### PROBLEM STATEMENT
Retype, without any change, the first line of the records and every line after it through the one containing "Digitize the connectivity".

── SOURCE INFORMATION ──

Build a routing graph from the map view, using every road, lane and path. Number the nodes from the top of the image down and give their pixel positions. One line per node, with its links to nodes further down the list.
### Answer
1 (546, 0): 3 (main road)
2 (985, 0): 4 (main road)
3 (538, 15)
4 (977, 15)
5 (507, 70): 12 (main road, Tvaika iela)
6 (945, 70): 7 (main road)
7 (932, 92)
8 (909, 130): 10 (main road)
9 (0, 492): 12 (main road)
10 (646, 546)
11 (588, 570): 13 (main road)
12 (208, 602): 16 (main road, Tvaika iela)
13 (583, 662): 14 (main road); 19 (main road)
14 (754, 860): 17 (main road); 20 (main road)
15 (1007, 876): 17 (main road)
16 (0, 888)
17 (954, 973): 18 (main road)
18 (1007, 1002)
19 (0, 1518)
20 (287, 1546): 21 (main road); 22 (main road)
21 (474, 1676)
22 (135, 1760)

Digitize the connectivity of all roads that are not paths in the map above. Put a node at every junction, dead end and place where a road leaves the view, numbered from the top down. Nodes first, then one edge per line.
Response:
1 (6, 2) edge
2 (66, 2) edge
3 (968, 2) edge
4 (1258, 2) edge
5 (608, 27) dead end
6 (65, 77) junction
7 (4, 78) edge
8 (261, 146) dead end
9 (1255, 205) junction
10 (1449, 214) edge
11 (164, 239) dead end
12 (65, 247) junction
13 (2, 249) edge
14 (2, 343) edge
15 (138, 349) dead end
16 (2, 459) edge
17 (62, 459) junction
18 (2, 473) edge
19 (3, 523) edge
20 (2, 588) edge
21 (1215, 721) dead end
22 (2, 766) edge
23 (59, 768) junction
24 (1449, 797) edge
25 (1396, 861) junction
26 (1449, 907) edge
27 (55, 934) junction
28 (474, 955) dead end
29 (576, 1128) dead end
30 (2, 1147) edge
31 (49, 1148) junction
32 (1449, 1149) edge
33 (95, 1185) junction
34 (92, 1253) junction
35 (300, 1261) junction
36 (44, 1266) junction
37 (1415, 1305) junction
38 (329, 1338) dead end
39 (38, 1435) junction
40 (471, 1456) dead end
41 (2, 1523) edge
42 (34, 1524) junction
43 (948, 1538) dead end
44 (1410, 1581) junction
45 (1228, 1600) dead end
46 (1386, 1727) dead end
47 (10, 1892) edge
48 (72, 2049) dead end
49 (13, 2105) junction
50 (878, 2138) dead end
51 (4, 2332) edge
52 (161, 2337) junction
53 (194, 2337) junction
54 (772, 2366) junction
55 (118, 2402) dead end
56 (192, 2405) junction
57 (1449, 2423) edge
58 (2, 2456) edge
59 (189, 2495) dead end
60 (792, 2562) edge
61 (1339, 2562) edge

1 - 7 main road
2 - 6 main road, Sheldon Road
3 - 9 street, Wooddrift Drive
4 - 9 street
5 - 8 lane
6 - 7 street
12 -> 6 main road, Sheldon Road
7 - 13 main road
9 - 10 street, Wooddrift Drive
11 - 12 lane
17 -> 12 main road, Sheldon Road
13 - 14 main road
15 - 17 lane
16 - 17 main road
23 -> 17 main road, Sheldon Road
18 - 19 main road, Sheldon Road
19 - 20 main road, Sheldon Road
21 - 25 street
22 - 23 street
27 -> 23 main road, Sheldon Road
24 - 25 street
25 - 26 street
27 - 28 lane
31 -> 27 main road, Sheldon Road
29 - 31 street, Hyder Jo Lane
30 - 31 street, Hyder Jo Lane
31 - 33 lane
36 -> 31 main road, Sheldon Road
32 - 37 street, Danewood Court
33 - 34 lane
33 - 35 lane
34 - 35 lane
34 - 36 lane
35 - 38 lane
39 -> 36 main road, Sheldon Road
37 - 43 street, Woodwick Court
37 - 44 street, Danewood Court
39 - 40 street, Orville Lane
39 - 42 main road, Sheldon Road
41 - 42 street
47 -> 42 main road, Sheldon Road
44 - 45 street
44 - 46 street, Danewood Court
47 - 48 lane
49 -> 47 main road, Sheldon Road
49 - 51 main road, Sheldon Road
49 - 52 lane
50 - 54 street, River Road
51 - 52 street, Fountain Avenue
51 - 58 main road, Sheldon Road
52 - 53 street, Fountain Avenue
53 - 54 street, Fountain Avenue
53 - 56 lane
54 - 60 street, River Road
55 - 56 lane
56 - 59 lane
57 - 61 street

───

### REPLY TO THE EXERCISE
Build a routing graph from the map view, using every road, lane and path. Number the nodes from the top of the image down and give their pixel positions. One line per node, with its links to nodes further down the list.
### Answer
1 (546, 0): 3 (main road)
2 (985, 0): 4 (main road)
3 (538, 15)
4 (977, 15)
5 (507, 70): 12 (main road, Tvaika iela)
6 (945, 70): 7 (main road)
7 (932, 92)
8 (909, 130): 10 (main road)
9 (0, 492): 12 (main road)
10 (646, 546)
11 (588, 570): 13 (main road)
12 (208, 602): 16 (main road, Tvaika iela)
13 (583, 662): 14 (main road); 19 (main road)
14 (754, 860): 17 (main road); 20 (main road)
15 (1007, 876): 17 (main road)
16 (0, 888)
17 (954, 973): 18 (main road)
18 (1007, 1002)
19 (0, 1518)
20 (287, 1546): 21 (main road); 22 (main road)
21 (474, 1676)
22 (135, 1760)

Digitize the connectivity of all roads that are not paths in the map above. Put a node at every junction, dead end and place where a road leaves the view, numbered from the top down. Nodes first, then one edge per line.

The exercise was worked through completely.